> _Description of the task_
Repeat every record exactly as written.

Stored items
-*-

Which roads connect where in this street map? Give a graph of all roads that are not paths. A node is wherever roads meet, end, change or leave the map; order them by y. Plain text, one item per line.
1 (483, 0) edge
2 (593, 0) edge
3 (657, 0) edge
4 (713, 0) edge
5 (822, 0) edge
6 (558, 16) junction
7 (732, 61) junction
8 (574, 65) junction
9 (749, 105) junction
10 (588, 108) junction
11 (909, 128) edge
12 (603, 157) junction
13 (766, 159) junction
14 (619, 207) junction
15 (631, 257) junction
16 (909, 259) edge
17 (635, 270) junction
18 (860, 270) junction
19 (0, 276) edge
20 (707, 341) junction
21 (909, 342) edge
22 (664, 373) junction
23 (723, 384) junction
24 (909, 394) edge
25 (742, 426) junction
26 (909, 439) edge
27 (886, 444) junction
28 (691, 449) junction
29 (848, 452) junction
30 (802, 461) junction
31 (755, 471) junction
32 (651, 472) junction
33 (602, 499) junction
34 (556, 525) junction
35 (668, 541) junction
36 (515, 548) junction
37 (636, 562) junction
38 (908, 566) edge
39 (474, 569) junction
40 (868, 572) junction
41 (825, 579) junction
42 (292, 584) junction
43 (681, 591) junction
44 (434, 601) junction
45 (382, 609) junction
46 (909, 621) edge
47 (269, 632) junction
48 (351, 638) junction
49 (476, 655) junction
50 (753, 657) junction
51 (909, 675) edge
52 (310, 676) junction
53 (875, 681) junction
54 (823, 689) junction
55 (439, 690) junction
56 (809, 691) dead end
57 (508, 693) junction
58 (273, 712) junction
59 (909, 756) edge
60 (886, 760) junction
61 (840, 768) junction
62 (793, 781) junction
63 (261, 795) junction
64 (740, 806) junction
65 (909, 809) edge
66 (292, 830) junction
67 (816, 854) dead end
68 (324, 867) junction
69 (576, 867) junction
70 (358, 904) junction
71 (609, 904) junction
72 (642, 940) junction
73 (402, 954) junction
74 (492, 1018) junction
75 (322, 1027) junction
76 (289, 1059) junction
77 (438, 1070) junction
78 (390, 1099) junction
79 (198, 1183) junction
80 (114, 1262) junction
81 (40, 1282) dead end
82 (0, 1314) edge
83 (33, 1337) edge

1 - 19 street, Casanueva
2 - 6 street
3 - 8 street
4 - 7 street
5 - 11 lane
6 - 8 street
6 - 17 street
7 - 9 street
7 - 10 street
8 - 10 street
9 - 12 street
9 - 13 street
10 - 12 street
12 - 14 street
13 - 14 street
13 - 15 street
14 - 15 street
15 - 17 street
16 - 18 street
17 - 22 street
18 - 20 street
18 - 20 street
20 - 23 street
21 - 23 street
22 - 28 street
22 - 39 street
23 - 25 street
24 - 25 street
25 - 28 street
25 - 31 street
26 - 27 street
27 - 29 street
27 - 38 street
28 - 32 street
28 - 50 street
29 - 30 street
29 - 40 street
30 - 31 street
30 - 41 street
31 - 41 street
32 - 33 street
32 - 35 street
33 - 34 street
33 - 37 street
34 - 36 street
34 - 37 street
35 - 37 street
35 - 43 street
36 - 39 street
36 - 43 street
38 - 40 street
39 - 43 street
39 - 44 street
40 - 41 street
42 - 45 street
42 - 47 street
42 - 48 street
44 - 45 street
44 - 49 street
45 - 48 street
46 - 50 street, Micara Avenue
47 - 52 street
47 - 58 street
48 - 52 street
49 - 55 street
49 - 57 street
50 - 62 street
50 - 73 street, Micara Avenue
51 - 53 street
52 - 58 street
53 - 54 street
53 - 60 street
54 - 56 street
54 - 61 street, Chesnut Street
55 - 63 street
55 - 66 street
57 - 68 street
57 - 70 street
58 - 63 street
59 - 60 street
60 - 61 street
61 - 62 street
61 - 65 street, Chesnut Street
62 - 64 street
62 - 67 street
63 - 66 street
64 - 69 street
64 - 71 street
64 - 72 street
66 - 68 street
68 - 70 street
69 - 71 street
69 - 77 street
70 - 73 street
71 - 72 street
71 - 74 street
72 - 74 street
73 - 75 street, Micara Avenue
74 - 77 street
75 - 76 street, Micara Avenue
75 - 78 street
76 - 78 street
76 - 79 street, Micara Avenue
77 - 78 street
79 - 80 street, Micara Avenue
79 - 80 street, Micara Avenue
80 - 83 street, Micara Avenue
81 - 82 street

-*-

> _Output of the task_
Which roads connect where in this street map? Give a graph of all roads that are not paths. A node is wherever roads meet, end, change or leave the map; order them by y. Plain text, one item per line.
1 (483, 0) edge
2 (593, 0) edge
3 (657, 0) edge
4 (713, 0) edge
5 (822, 0) edge
6 (558, 16) junction
7 (732, 61) junction
8 (574, 65) junction
9 (749, 105) junction
10 (588, 108) junction
11 (909, 128) edge
12 (603, 157) junction
13 (766, 159) junction
14 (619, 207) junction
15 (631, 257) junction
16 (909, 259) edge
17 (635, 270) junction
18 (860, 270) junction
19 (0, 276) edge
20 (707, 341) junction
21 (909, 342) edge
22 (664, 373) junction
23 (723, 384) junction
24 (909, 394) edge
25 (742, 426) junction
26 (909, 439) edge
27 (886, 444) junction
28 (691, 449) junction
29 (848, 452) junction
30 (802, 461) junction
31 (755, 471) junction
32 (651, 472) junction
33 (602, 499) junction
34 (556, 525) junction
35 (668, 541) junction
36 (515, 548) junction
37 (636, 562) junction
38 (908, 566) edge
39 (474, 569) junction
40 (868, 572) junction
41 (825, 579) junction
42 (292, 584) junction
43 (681, 591) junction
44 (434, 601) junction
45 (382, 609) junction
46 (909, 621) edge
47 (269, 632) junction
48 (351, 638) junction
49 (476, 655) junction
50 (753, 657) junction
51 (909, 675) edge
52 (310, 676) junction
53 (875, 681) junction
54 (823, 689) junction
55 (439, 690) junction
56 (809, 691) dead end
57 (508, 693) junction
58 (273, 712) junction
59 (909, 756) edge
60 (886, 760) junction
61 (840, 768) junction
62 (793, 781) junction
63 (261, 795) junction
64 (740, 806) junction
65 (909, 809) edge
66 (292, 830) junction
67 (816, 854) dead end
68 (324, 867) junction
69 (576, 867) junction
70 (358, 904) junction
71 (609, 904) junction
72 (642, 940) junction
73 (402, 954) junction
74 (492, 1018) junction
75 (322, 1027) junction
76 (289, 1059) junction
77 (438, 1070) junction
78 (390, 1099) junction
79 (198, 1183) junction
80 (114, 1262) junction
81 (40, 1282) dead end
82 (0, 1314) edge
83 (33, 1337) edge

1 - 19 street, Casanueva
2 - 6 street
3 - 8 street
4 - 7 street
5 - 11 lane
6 - 8 street
6 - 17 street
7 - 9 street
7 - 10 street
8 - 10 street
9 - 12 street
9 - 13 street
10 - 12 street
12 - 14 street
13 - 14 street
13 - 15 street
14 - 15 street
15 - 17 street
16 - 18 street
17 - 22 street
18 - 20 street
18 - 20 street
20 - 23 street
21 - 23 street
22 - 28 street
22 - 39 street
23 - 25 street
24 - 25 street
25 - 28 street
25 - 31 street
26 - 27 street
27 - 29 street
27 - 38 street
28 - 32 street
28 - 50 street
29 - 30 street
29 - 40 street
30 - 31 street
30 - 41 street
31 - 41 street
32 - 33 street
32 - 35 street
33 - 34 street
33 - 37 street
34 - 36 street
34 - 37 street
35 - 37 street
35 - 43 street
36 - 39 street
36 - 43 street
38 - 40 street
39 - 43 street
39 - 44 street
40 - 41 street
42 - 45 street
42 - 47 street
42 - 48 street
44 - 45 street
44 - 49 street
45 - 48 street
46 - 50 street, Micara Avenue
47 - 52 street
47 - 58 street
48 - 52 street
49 - 55 street
49 - 57 street
50 - 62 street
50 - 73 street, Micara Avenue
51 - 53 street
52 - 58 street
53 - 54 street
53 - 60 street
54 - 56 street
54 - 61 street, Chesnut Street
55 - 63 street
55 - 66 street
57 - 68 street
57 - 70 street
58 - 63 street
59 - 60 street
60 - 61 street
61 - 62 street
61 - 65 street, Chesnut Street
62 - 64 street
62 - 67 street
63 - 66 street
64 - 69 street
64 - 71 street
64 - 72 street
66 - 68 street
68 - 70 street
69 - 71 street
69 - 77 street
70 - 73 street
71 - 72 street
71 - 74 street
72 - 74 street
73 - 75 street, Micara Avenue
74 - 77 street
75 - 76 street, Micara Avenue
75 - 78 street
76 - 78 street
76 - 79 street, Micara Avenue
77 - 78 street
79 - 80 street, Micara Avenue
79 - 80 street, Micara Avenue
80 - 83 street, Micara Avenue
81 - 82 street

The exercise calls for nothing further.